Aujourd'hui, nous nous rendons compte qu'il aurait suffi d'une courte offensive du Xe C. R. contre la ligne du Dolloir - ce corps n'était plus attaqué depuis deux jours - pour dissiper toutes les crainte5 imaginaires que l'on éprouvait pour le flanc droit. Ainsi que nous le verrons plus tard, d'après des témoignages de combattants, la 13e D. I. et certainement aussi la Division de cavalerie de la Garde se seraient jointes avec enthousiasme à une telle contre-offensive. Les Anglais, qui n'étaient entraînés dans leur mouvement en avant que par les unités françaises voisines, auraient certainement renoncé très rapidement à leur avance au delà de la Marne, qui leur était vraiment désagréable, s'ils avaient vu derrière eux, à l'horizon oriental les éclatements des shrapnells allemands se rapprocher de leur front. Les pertes subies par le Xe C. R. et la 13e division pendant toute la bataille montrent que je ne fais pas personnellement de fausse hypothèse sur l'état de leurs forces le 9 septembre. Par suite du manque de place, je ne puis reproduire dans ce qui suit que quelques-unes des nombreuses déclarations qui ont été faites à ce sujet par des combattants. Mais le fait que l'ennemi avait été obligé d'affaiblir son front devant le Xe C. R. est d'une grande importance dans cette affaire. Le 1er corps français avait été, en effet, décalé vers la droite, pour étayer le front de combat français en face du Xe corps et de la 14e division.

Mais, même si l'on fait entièrement abstraction des possibilités de victoire de la 2e armée, possibilités auxquelles je crois fermement, on en arrive cependant, en jugeant froidement la situation, à condamner la décision de battre en retraite du 9 septembre. Ainsi que nous l'établirons plus tard, à l'aide de documents, le général-feldmaréchal von Bülow et son chef d'état-major, le général-leutnant von Lauenstein, sont seuls responsables de cette décision devant l'histoire et le lieutenant-colonel Hentsch n'a pas à la partager avec eux.
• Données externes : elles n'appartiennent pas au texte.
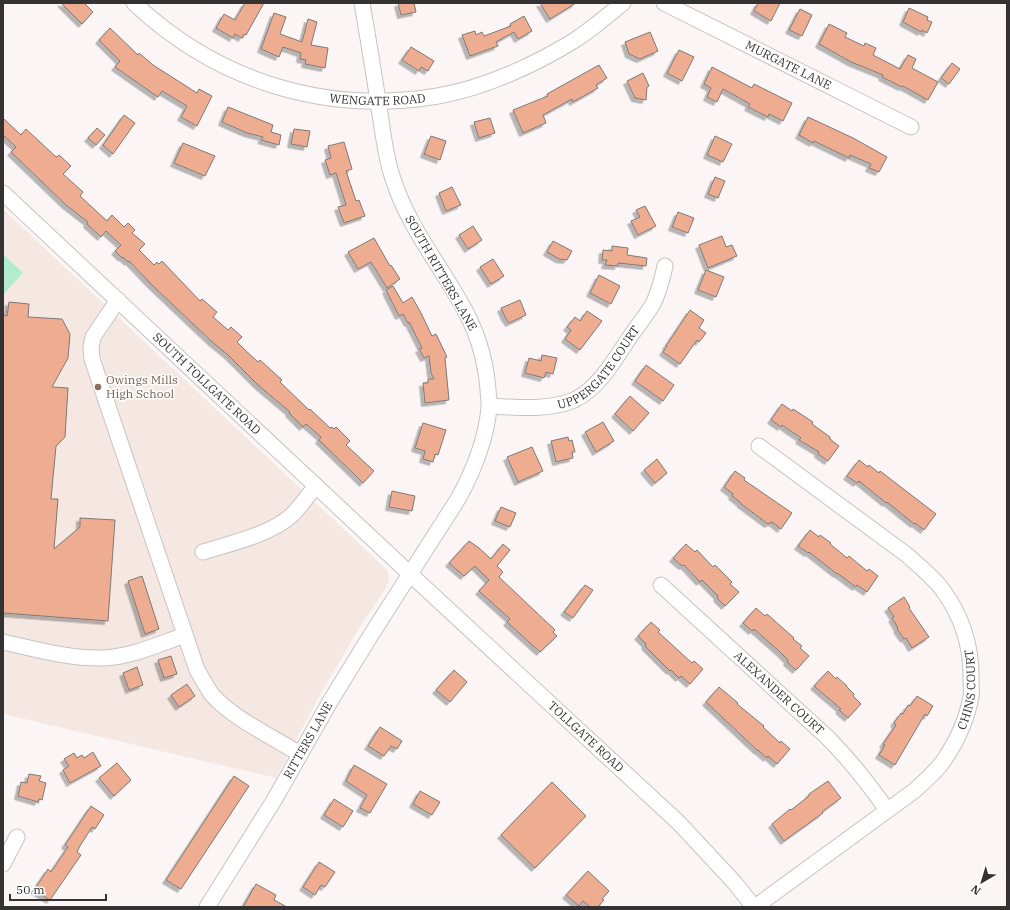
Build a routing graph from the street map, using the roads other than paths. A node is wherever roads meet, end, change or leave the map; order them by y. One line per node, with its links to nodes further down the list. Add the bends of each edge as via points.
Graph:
1 (134, 3): 5 (street, WENGATE ROAD, via 175,37 203,55 254,79 316,96)
2 (362, 3): 5 (street, SOUTH RITTERS LANE)
3 (622, 3): 5 (street, WENGATE ROAD, via 575,40 507,75 439,96)
4 (664, 3): 6 (street, MURGATE LANE)
5 (378, 102): 10 (street, SOUTH RITTERS LANE, via 386,150 403,208 458,298 479,340)
6 (911, 127)
7 (3, 193): 9 (street, SOUTH TOLLGATE ROAD)
8 (665, 266): 10 (street, UPPERGATE COURT, via 661,285 652,304 605,373 586,392 574,400 542,407)
9 (118, 300): 12 (street, SOUTH TOLLGATE ROAD); 16 (street, via 93,337 92,358)
10 (489, 406): 14 (street, SOUTH RITTERS LANE, via 482,442 470,478)
11 (759, 446): 19 (street, CHINS COURT, via 926,571 942,589 964,628 970,650 971,695 960,733 941,764 929,777)
12 (316, 486): 13 (street, via 292,515 272,528); 14 (street, SOUTH TOLLGATE ROAD)
13 (203, 552)
14 (410, 574): 18 (street, RITTERS LANE); 23 (street, TOLLGATE ROAD, via 680,823)
15 (661, 585): 19 (street, ALEXANDER COURT, via 843,753)
16 (185, 635): 17 (street, via 123,656 103,658 85,658); 18 (street, via 197,670 213,696 243,720)
17 (3, 642)
18 (300, 754): 22 (street, RITTERS LANE)
19 (887, 810): 23 (street, CHINS COURT)
20 (17, 837): 21 (street)
21 (3, 864)
22 (207, 907)
23 (754, 907)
Assurément, le 8 septembre, date à laquelle la décision de battre en retraite est née à l'état-major de la 2e armée, la situation de l'armée von Bülow était difficile, mais elle n'était nullement désespérée.

Il était manifeste que l'ennemi s'intercalait avec des forces importantes dans le secteur de la Marne, à l'ouest du Surmelin devant le flanc défensif de Bülow qui avait été reporté à temps en arrière. Mais il s'y trouvait lui-même gravement menacé, si la 1re armée était victorieuse le lendemain et gagnait à nouveau du terrain vers le sud.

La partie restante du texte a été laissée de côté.